Starting from Zero

Famously private fashion icon Issey Miyake adopted a very public role in the course of his latest undertaking, which was decades in the making. Earlier this spring, a $3 billion megadevelopment, Tokyo Midtown, containing housing, offices, boutiques, restaurants, and—at 54 stories—the city’s tallest building, opened in the Japanese metropolis’s Roppongi district. Nestled in the north corner within a ten-acre park—a luxury for Tokyoites—is Miyake’s pet project: 21_21 Design Sight. With a gunmetal-gray triangular roof that looks like the wings of an origami crane, the Tadao Ando–designed building houses Japan’s first cultural institution devoted to design research.

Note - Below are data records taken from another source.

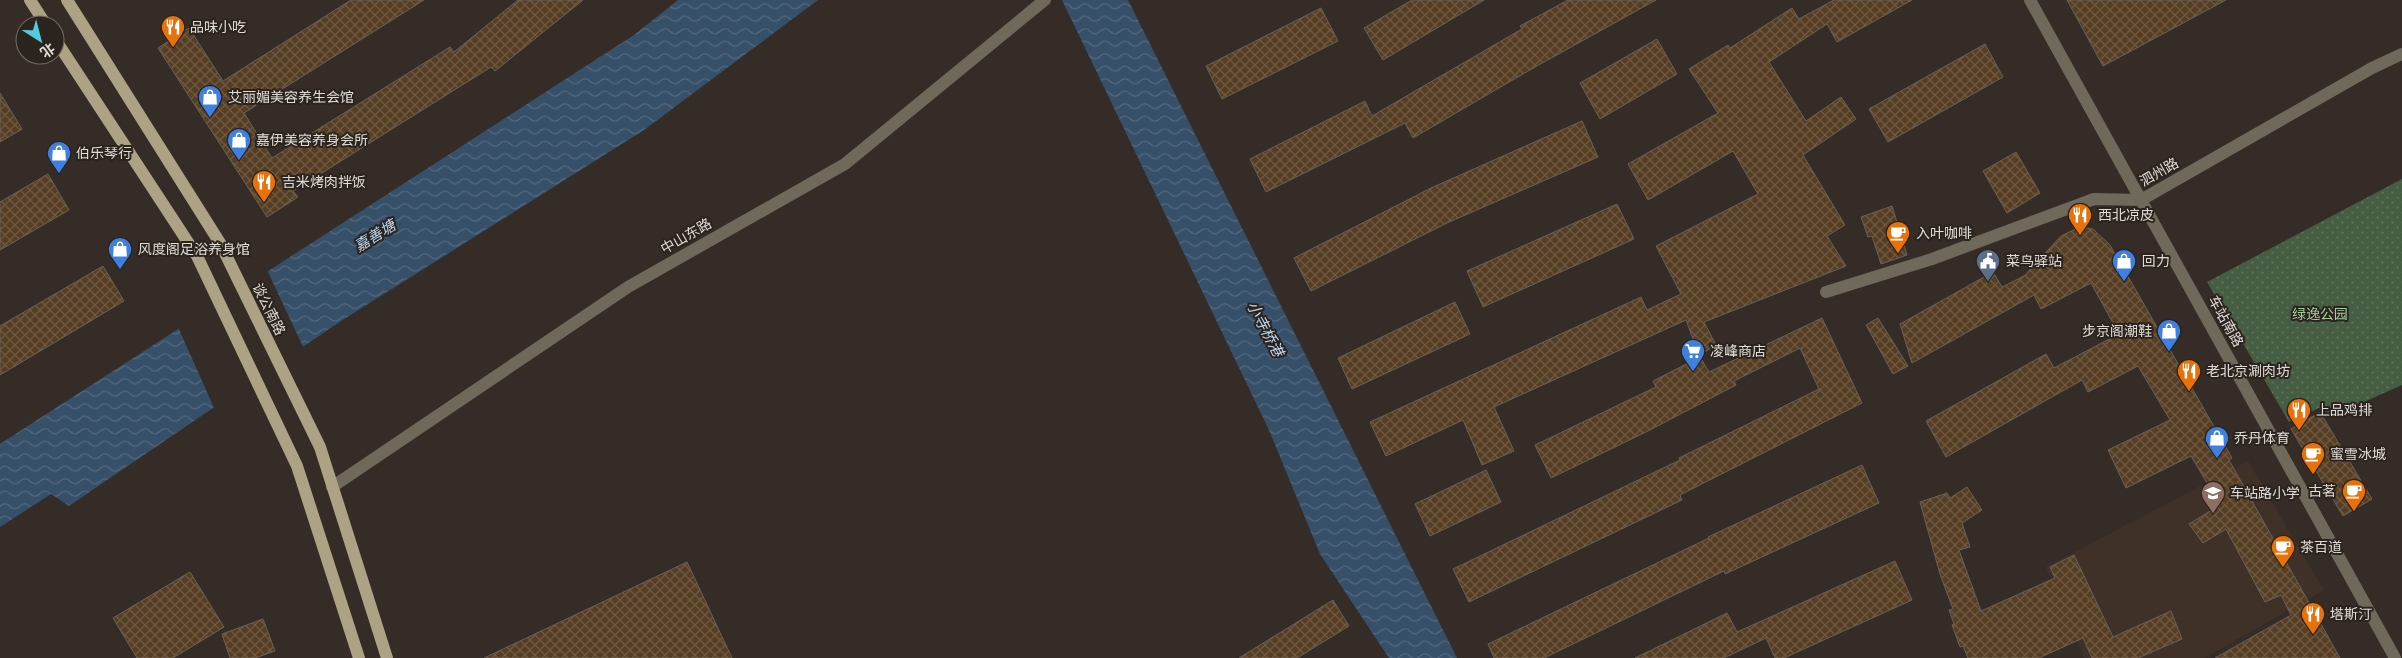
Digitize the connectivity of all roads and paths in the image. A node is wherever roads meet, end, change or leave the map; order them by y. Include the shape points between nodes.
1 (30, 0) edge
2 (67, 0) edge
3 (2030, 0) edge
4 (1043, 2) edge
5 (40, 15) edge
6 (65, 54) edge
7 (2402, 54) edge
8 (2141, 200) junction
9 (1826, 292) dead end
10 (332, 487) junction
11 (359, 658) edge
12 (387, 658) edge
13 (2395, 658) edge

1 - 5 main road
2 - 10 main road, 谈公南路 via 220,243 320,447
3 - 8 street, 车站南路
4 - 10 street, 中山东路 via 844,164 628,287
6 - 11 main road via 197,256 297,466
7 - 8 street, 泗州路
8 - 9 street, 泗州路 via 2094,199 1932,259
8 - 13 street, 车站南路
10 - 12 main road, 谈公南路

Since the 1980s Miyake and three of his friends—artist Isamu Nogu­chi, legendary poster designer Ikko Tanaka, and Pritzker Prize–winning architect Ando—had argued that Japan needed a museum devoted to the national design legacy. Tanaka’s sudden death in 2002 spurred Miyake to action, and he penned an editorial in one of the country’s largest dailies outlining that vision. He criticized Japanese corporations for retreating from cultural support, the government for lacking a cohesive policy on art and design, and the public for participating in a culture of excessive consumption. “Nothing comes of simply chasing after brand names,” he wrote. “We should remind ourselves that merely to consume is not enough. It is important to create.”

Energized by the response the article generated, Miyake began to pull together a team of his friends to help realize the project. He recruited Ando, whom he has known since 1972, to create a building, and industrial-design star Naoto Fukasawa and graphic designer Taku Satoh to be codirectors. Through Ando’s brother, he met Tokyo Midtown developers Mitsui Fudosan and Kitayama & Company, which decided to include the project in their 25-acre site on the grounds of the former Japan Defense Agency headquarters. The ultimate location of the space, however, meant that the plan for an archive and permanent collection had to be shelved indefinitely. Ultimately, the new institution was transformed into something more like a laboratory—“a place for thinking about design.” It is a metamorphosis that Miyake em­braces. “Build­ing an archive might end in a mere journey to the past,” he says. “We should instead turn our eyes to an approach to creating things that focuses on the actual problems of today.”

Honored to be brought in as the architect, Ando believes Miyake exemplifies the project’s forward-looking values. “Miyake is different from other fashion designers,” says Ando, whose own clients include Karl Lagerfeld, the Benetton family, and Giorgio Armani. “Miyake is the only one who tries to make a bridge between art and fashion. There’s nothing wrong with Armani’s clothes, but he imposes on his customer a certain type of design. And they like it—that’s why they buy Armani.”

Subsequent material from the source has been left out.